Although numerous drugs and interventions have been tried in attempts to treat CRPS, relieve pain, and restore function, a cure remains elusive. Two analyses have attempted to develop evidence-based guidelines for the treatment of CRPS. One covers trials in the period between 1980 and June 2005; the second covers the period from June 2000 to February 2012. The earlier review identified the following treatments that had varying degrees of positive therapeutic effect:
- Sub-anesthetic ketamine intravenous infusion
- Dimethyl sulphoxide cream
- Oral corticosteroids
- Bisphosphonates (eg, alendronate)
- Spinal cord stimulation (in selected patients)
- Various physical therapy regimens (Inchiosa, 2013)
Positive findings to varying degrees in the more recent analysis were as follows:
- Low-dose ketamine infusions
- Oral tadalafil
- Intravenous regional block with a mixture of parecoxib, lidocaine, and clonidine
- Intravenous immunoglobulin
- Memantine 40 mg per day (with morphine)
- Physical therapy
Spinal cord stimulation and transcranial magnetic stimulation improved symptoms, but only transiently (Inchiosa, 2013).

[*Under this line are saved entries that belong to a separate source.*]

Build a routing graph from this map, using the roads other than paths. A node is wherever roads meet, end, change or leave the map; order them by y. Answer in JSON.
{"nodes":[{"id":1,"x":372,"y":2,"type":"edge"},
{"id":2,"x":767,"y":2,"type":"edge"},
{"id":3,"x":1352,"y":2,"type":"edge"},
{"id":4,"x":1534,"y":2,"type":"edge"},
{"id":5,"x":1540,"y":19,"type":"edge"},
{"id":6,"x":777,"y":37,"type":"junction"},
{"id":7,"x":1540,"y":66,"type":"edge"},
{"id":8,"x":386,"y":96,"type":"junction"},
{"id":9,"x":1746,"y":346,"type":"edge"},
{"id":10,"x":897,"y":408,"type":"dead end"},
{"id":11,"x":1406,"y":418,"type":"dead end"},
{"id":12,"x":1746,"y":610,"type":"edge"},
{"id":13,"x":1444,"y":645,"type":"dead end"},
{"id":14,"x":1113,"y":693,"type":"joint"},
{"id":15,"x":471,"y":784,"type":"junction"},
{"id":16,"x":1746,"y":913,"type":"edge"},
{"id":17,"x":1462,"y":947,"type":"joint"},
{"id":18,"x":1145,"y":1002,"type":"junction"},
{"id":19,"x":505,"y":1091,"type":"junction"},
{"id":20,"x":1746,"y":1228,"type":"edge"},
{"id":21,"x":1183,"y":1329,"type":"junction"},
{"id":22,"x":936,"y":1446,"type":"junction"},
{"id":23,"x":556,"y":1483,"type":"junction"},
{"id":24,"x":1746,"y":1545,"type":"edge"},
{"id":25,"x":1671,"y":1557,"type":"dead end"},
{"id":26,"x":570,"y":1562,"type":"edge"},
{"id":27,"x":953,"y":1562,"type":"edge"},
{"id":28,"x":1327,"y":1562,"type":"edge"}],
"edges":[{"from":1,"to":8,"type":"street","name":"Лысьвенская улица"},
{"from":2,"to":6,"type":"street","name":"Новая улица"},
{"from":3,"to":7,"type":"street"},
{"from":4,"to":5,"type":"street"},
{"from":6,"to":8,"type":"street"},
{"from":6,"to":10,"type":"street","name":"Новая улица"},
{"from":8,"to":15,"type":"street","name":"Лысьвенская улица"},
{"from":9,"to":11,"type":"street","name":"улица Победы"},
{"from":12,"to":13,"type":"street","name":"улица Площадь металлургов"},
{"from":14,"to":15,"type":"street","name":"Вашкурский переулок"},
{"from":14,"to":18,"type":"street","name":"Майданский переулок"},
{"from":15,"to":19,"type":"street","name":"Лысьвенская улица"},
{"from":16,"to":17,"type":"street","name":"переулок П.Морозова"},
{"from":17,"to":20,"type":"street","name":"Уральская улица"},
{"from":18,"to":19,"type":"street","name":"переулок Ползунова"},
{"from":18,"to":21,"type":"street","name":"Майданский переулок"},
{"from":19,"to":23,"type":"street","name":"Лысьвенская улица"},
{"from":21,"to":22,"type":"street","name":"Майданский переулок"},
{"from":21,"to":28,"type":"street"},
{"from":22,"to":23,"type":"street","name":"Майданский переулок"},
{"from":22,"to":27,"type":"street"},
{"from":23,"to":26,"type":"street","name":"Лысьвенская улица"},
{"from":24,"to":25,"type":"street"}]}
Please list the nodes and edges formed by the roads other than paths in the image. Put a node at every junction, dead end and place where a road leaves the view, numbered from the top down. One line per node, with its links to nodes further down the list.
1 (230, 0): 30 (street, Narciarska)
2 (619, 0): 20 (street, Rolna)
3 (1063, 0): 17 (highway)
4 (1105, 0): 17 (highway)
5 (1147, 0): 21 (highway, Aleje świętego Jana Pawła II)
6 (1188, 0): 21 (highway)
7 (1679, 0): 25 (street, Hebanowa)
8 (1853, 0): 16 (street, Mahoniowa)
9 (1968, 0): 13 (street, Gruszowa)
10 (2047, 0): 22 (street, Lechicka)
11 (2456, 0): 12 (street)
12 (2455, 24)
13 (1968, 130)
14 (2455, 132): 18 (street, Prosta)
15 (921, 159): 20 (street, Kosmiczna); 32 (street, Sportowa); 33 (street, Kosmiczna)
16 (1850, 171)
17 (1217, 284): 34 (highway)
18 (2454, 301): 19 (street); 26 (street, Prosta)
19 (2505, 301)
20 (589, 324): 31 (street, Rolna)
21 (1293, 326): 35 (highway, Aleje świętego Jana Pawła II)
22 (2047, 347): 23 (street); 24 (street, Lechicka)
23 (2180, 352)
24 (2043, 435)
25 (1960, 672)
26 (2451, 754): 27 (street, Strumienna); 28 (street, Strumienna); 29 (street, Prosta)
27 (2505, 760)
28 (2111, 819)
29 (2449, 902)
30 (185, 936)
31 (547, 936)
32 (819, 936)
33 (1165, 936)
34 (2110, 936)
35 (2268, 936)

In the past it was common to explain the etiology of complex regional pain syndrome using the psychogenic model. Now however, neurocognitive deficits, neuroanatomic abnormalities, and distortions in cognitive mapping are known to be features of CRPS pathology. More important, many people who have developed CRPS have no history of mental illness. With increased education about CRPS through a biopsychosocial perspective, both physicians and mental health practitioners can better diagnose, treat, and manage CRPS symptomatology (Hill et al., 2012).